The “weight” defines how important a particular input is to the next neuron, and it also directs the flow of values from input to output. (In the diagram above, the black lines represent weights.) On the other hand, “bias” is an added constant value that defines how easy it is for a neuron to get fired.
The process of sending data from one layer to the next is called propagation. There are two types of propagation: forward propagation and backward propagation. In forward propagation, the data moves from input to hidden layer to output. It ends in a prediction based on the input, which can be accurate or inaccurate.
In backward propagation, a prediction from the output layer is back-tracked from the output to the input layer, which shows the error rate. This is then used to modify the weights and biases of each neuron, giving the neurons with a higher error rate and greater adjustment. It is important to constantly readjust the weights to minimize errors and gain higher accuracy.
So how do you find the right architecture for your neural networks, and how many layers does your architecture need?
To be clear, there are numerous types of architectures in neural networks. In fact, new designs tailored to certain use cases are proposed every few months. Andrew Tch has compiled an extensive list of architectures, but even this isn’t all of them.
Since prediction is at the heart of neural networks, there is no one-size-fits all architecture solution. It’s best to start simple: estimate how many layers you might need (maybe just one hidden layer), and then keep the layers the same size as you expand for the sake of simplicity.
Different types of layers are better suited to different types of tasks. For example, dense layers simply connect input with output layers, convolutional layers are used for processing image data, and recurrent layers are great for time series data and audio (such as speech recognition). You can find a comprehensive list of the various types of layers in a neural network here.
The key is to get started quickly and then adjust weights to optimize for more accurate outputs. You can adjust the weight at the end of each batch (known as learning rate optimization), and you can also change how much influence the errors from the previous batches have on the current one (which is called the momentum).

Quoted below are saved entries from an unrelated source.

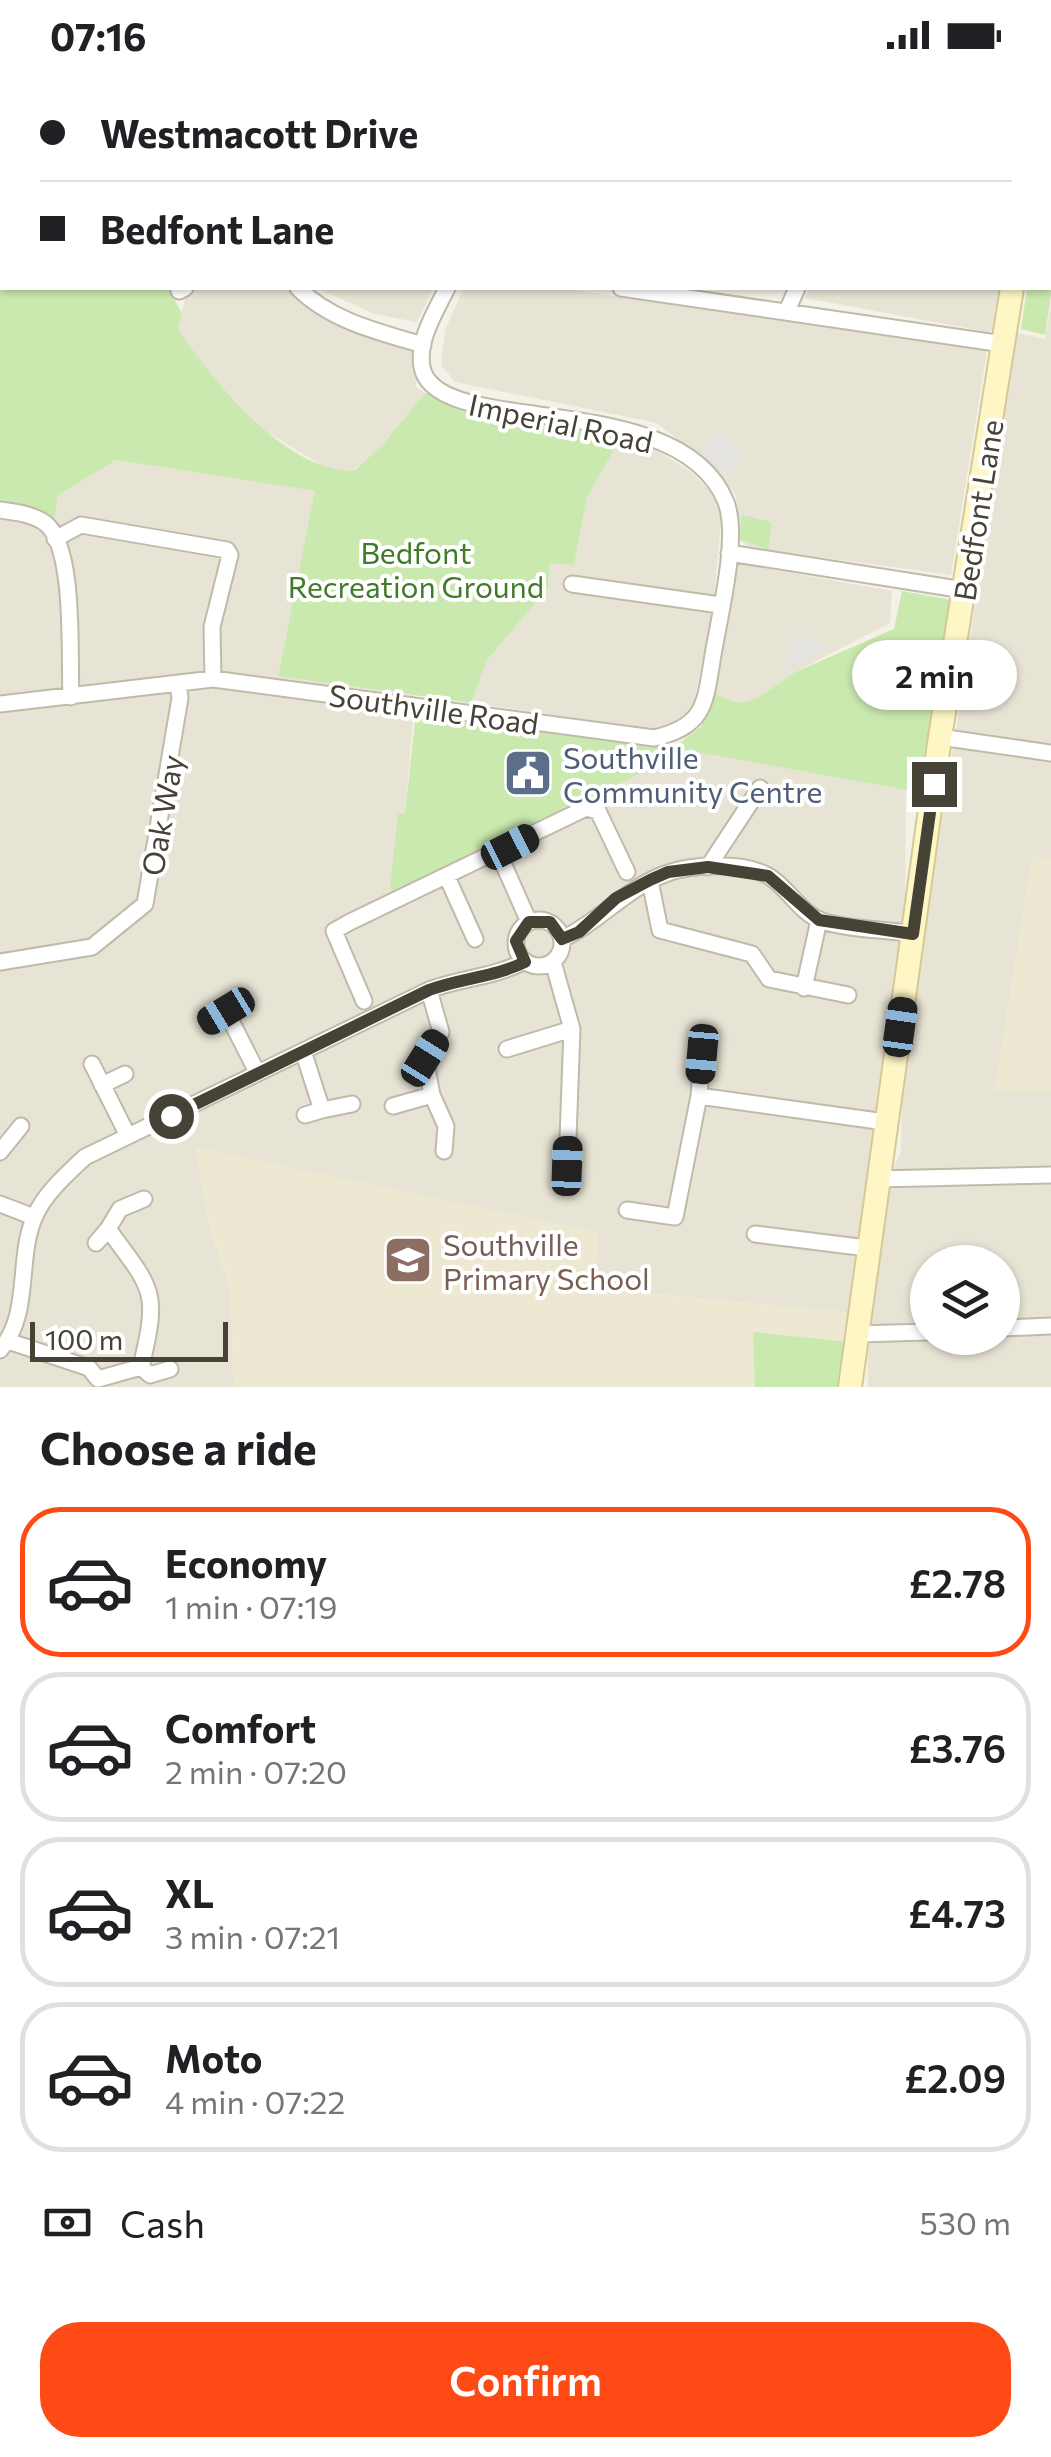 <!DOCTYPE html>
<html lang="en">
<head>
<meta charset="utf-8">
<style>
	:root { --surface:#fff; --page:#f6f6f6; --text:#202124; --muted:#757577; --line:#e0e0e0; --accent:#fe4a14 }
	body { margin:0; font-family:Commissioner,sans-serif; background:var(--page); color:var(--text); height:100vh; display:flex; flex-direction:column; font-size:38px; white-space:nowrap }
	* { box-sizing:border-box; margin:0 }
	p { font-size:32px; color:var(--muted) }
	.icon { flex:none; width:55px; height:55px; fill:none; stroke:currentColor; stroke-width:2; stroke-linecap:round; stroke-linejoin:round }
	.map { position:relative; height:1317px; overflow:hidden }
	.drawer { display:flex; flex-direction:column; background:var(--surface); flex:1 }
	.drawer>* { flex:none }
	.hud { position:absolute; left:0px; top:0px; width:1052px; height:220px; box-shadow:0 2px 8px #0004; display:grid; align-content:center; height:220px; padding:0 40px; background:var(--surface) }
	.controls { position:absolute; left:910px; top:1175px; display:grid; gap:20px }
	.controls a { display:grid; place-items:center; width:110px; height:110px; border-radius:50%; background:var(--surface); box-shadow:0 2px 8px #0004; font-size:50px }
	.scale { position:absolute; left:30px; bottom:25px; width:198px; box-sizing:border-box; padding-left:10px; border:5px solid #474236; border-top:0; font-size:28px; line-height:35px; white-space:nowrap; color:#474236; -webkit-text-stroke:8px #fff; paint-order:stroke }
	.end { position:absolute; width:45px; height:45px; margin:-22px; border:12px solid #474236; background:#fff; box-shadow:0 0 0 5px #fff }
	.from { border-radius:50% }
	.bubble { position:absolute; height:70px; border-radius:35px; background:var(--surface); box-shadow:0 2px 8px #0004; font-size:32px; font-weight:600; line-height:70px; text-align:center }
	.car { position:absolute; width:30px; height:60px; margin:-30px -15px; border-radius:12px; box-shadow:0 0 8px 2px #0007; background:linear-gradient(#222 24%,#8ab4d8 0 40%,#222 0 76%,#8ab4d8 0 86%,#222 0) }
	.hud b { display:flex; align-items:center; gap:35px; height:95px; font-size:38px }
	.hud b+b { border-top:2px solid var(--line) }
	.hud i { width:25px; height:25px; background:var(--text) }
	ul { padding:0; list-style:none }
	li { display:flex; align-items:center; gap:30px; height:150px; margin:0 20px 15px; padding:0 20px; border:5px solid var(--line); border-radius:40px }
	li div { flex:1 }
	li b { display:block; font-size:38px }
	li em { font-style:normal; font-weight:600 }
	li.on { border-color:var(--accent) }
	li>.icon { width:90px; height:90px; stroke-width:1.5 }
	h2 { padding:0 40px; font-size:45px; line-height:120px }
	.pay { display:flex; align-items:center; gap:25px; height:110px; padding:0 40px; font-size:38px }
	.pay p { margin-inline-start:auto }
	.cta { display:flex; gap:20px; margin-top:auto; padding:20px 40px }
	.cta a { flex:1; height:115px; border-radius:40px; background:var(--accent); color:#fff; font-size:40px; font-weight:600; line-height:115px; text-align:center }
	.status { display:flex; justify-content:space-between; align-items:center; height:70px; padding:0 50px; background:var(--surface); direction:ltr }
	.status svg { height:28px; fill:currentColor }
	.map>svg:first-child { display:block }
	.residential { fill:#e8e4d5; fill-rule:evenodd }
	.education { fill:#ede8d1 }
	.green { fill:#cae9af }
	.parking { fill:#e5e3df }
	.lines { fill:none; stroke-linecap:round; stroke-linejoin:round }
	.minor-casing { stroke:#c0baaa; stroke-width:19 }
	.secondary-casing { stroke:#d5c996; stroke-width:26 }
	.primary-casing { stroke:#e6c963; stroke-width:29 }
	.minor { stroke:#fff; stroke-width:15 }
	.secondary { stroke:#fff6c6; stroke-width:22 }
	.primary { stroke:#ffe995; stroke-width:25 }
	.route { stroke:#474236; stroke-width:12 }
	.labels { text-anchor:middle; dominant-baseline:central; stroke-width:8; stroke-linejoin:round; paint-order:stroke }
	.street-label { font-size:30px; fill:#474236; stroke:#fff }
	.park-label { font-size:30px; fill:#407b28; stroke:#fff }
	.service-label { font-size:30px; fill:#4e5e75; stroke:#fff; text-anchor:start }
	.education-label { font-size:30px; fill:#785e54; stroke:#fff; text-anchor:start }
</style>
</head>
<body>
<div class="status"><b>07:16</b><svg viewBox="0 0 49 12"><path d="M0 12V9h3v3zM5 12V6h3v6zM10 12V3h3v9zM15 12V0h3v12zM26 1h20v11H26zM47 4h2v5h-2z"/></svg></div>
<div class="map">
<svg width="1051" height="1317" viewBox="0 0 1051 1317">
	<rect width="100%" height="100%" fill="#f4f1e7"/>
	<path class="residential" d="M 197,218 L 288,218 L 307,238 L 347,260 L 411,277 L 417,283 L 416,317 L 425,323 L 384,373 L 353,401 L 331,401 L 259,357 L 210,306 L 178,259 L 186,224 Z
		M 317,218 L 434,218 L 417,252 L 374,244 Z
		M 464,218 L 561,218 L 987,281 L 951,505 L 750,478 L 738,469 L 736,425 L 714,398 L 657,353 L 455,312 L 441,295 L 445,260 Z
		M 809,218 L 999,218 L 992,260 L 988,262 L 805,228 Z
		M 1051,233 L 1051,1317 L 868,1317 L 867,1276 L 889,1108 L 901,1081 L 902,1027 L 923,873 L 1017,263 L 1045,269 ZM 928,1192 L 1002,1192 L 1002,1268 L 928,1268 Z
		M 622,366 L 650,376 L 691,402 L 715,426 L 722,443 L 712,547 L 693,636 L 675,653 L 653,659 L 471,633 L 487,590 L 548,518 L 550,492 L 574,495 L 587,427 Z
		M 116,390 L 316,421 L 278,605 L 415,626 L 405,745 L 399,744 L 390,816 L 674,677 L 906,720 L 905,827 L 851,1243 L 594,1218 L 598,1163 L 208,1152 L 230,1218 L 234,1317 L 0,1317 L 0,438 L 58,425 Z
		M 736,493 L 892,521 L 890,553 L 795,602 L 758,628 L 738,633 L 715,624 Z"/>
	<path class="education" d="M 1032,786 L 1051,788 L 1051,1021 L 994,1022 Z
		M 195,1077 L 598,1162 L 595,1218 L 851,1243 L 843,1317 L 234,1317 L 230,1218 L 208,1152 Z"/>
	<path class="green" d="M 0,9 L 2,218 L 168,218 L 182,243 L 178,259 C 214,312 284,401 354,401 L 384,373 L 425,323 L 515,353 L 622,366 L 587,427 L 574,495 L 550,493 L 548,518 L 487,590 L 471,633 L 278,606 L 315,421 L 116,390 L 58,425 L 54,450 L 28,438 L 0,438 Z
		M 1051,107 L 1051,225 L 1045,265 L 1021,259 L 1027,218 L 1050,218 Z
		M 742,445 L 771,452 L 769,480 L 739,469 Z
		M 902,521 L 951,530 L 925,705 L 906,720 L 675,678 L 676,686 L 394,822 L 390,817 L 398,744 L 405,744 L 416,642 L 674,677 L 701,657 L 715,624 L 738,633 L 758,628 L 795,602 L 894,559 Z
		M 753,1262 L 848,1272 L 843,1317 L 755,1317 Z"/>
	<path class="parking" d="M 717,361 L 745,383 L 727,406 L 699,384 Z
		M 796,564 L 831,577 L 785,599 Z"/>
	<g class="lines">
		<g class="minor-casing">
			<path id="minor" d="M 138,0 L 139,2
				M 556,2 L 557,0
				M 725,2 L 726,0
				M 909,2 L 911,0
				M 298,218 C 331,251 379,262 423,275
				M 621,218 L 1003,274
				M 179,221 L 185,218
				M 787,241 L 797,218
				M 0,440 C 15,442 32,444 45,453 C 76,476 69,589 71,627
				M 55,469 L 81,455 L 227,480 L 230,485 L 212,557 L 213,609
				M 729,483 L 964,520
				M 572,514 L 720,535
				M 0,634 L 213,609 L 654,668 C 703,657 705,636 712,591 C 718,551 740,469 726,432 C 679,315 435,370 422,297 C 417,270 436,241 447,218
				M 940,667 L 1051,683
				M 498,782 L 529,852
				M 708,797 L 760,718
				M 447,807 L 475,869
				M 650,811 L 660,860 L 752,884 L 769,909 L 848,925
				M516 873a23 23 0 1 1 46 0a23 23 0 1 1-46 0Z
				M 562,869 C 599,852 625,819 665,804 C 691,794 745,791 770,807 C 789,819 800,843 822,851 C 851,860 883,859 913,864
				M 0,892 L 92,877 L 145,834 L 180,628 L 178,614
				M 553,892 L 572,959 L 567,1096
				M 804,918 L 819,850
				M 364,931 L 334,861 L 350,852 L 586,738 L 598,741 L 627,802
				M 209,951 L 226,941 L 257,1002
				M 507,979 L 572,959
				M 303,981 L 322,1040 L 305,1045
				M 702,985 L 699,1026 L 885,1052
				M 92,994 L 127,1064
				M 102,1015 L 125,1004
				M 432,1025 L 446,1056 L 444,1081
				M 393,1036 L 432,1025 L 425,988 L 441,962 L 429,920
				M 322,1040 L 352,1034
				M 0,1082 L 21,1056
				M 877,1109 L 1051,1105
				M 0,1134 L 34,1147
				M 627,1140 L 675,1147 L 699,1026
				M 108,1159 L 120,1139 L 144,1129
				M 755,1164 L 867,1178
				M 1002,1258 L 1051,1256
				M 857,1264 L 928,1262
				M 8,1271 L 89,1298 L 98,1309 L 141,1297 C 159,1221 154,1221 108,1159 L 96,1173
				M 0,1280 C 32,1244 16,1188 35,1146 C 45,1123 67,1104 85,1087 L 429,920 C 461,908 495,907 525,891
				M 141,1297 L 150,1305 L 170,1299"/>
		</g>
		<g class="secondary-casing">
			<path id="secondary" d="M 850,1317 L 940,667 L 1012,218"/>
		</g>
		<g class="primary-casing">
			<path id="primary" d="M 982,0 L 985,2
				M 1050,55 L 1051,56
				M 1050,93 L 1051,93"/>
		</g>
		<use href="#minor" class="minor"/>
		<use href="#secondary" class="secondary"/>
		<use href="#primary" class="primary"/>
	</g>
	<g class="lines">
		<path class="route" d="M 171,1046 L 429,920 C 461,908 495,907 525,892 L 516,871 L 529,852 L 550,852 L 562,869 L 579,862 L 616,828 L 650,810 L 668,802 L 708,797 L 768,806 L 819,850 L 913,864 L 934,714"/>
	</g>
	<defs>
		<g id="civic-square" transform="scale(2.5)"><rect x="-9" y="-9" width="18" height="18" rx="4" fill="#5c6f8a" stroke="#fff"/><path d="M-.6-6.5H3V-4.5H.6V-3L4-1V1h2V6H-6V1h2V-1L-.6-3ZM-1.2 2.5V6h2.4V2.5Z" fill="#fff"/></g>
		<g id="school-square" transform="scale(2.5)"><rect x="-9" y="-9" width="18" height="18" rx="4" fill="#8d6e63" stroke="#fff"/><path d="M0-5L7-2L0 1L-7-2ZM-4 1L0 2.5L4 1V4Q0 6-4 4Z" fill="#fff"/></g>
	</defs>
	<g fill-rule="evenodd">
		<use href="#civic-square" x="528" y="703"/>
		<use href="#school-square" x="408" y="1190"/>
	</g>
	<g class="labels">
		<g class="street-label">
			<text transform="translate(561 352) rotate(12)">Imperial Road</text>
			<text transform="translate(977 440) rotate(-81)">Bedfont Lane</text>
			<text transform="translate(434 638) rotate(8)">Southville Road</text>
			<text transform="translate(161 745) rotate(-80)">Oak Way</text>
		</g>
		<g class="park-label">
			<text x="416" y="481">Bedfont<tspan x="416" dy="34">Recreation Ground</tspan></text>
		</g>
		<g class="service-label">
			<text x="563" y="686">Southville<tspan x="563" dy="34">Community Centre</tspan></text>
		</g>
		<g class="education-label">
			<text x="443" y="1173">Southville<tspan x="443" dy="34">Primary School</tspan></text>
		</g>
	</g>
</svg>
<div class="controls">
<a><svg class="icon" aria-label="layers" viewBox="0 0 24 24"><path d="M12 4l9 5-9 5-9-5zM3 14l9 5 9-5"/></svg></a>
</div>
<div class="scale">100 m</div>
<i class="end from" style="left:171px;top:1046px"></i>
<i class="end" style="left:934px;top:714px"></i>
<div class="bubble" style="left:852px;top:570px;width:165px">2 min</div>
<i class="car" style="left:510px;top:777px;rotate:63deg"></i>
<i class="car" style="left:226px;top:941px;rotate:239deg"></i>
<i class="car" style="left:900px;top:957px;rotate:8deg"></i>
<i class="car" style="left:702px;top:984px;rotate:185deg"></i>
<i class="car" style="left:425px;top:988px;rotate:32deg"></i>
<i class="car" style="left:567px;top:1096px;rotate:2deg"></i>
<div class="hud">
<b><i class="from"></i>Westmacott Drive</b>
<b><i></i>Bedfont Lane</b>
</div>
</div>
<section class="drawer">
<h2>Choose a ride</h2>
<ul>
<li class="on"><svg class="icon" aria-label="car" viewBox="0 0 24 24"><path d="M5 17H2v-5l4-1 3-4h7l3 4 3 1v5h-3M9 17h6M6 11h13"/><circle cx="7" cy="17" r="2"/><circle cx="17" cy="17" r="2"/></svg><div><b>Economy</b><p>1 min · 07:19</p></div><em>£2.78</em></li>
<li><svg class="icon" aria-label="car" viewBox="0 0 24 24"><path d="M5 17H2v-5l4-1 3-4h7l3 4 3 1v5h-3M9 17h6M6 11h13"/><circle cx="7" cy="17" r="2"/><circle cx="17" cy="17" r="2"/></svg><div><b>Comfort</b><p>2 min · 07:20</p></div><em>£3.76</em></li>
<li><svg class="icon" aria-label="car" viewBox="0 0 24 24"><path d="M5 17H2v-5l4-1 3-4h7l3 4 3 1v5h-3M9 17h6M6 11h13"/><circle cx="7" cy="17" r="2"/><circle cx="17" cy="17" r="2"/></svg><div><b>XL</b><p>3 min · 07:21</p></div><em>£4.73</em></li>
<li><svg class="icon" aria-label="car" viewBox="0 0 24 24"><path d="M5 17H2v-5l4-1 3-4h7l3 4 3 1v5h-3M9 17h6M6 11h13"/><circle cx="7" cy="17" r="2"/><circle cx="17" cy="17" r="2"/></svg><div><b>Moto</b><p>4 min · 07:22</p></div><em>£2.09</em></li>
</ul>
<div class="pay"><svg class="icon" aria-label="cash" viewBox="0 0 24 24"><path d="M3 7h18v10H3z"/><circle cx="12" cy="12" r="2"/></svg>Cash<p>530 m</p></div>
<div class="cta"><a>Confirm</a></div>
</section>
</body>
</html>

In addition, you can use algorithms to tune your neural networks, including gradient descent or stochastic gradient descent, as well as adagrad, adam, and more. You can read Sebastian Ruder’s useful overview of algorithm optimization here.
One frequently used method of optimizing neural networks is called dropout. This reduces the problem of over-fitting, where statistical noise enters a neural network that is too large for a small data set. Dropout works by randomly “dropping out” certain outputs from a layer, which makes the previous layer look like it has fewer neurons. This reduces noise and improves the accuracy of the neural network. The exact amount of dropout you need will vary based on the dataset and the architecture of the neural network.
Neural networks are at the center of the current AI revolution. While they present a huge opportunity, designing accurate and efficient neural networks is quite a challenge. In this post, we discussed central aspects of neural networks, including propagation, architecture, layers, and optimization. While there is much more to learn, this guide will give you a framework for thinking about designing and scaling your own neural network.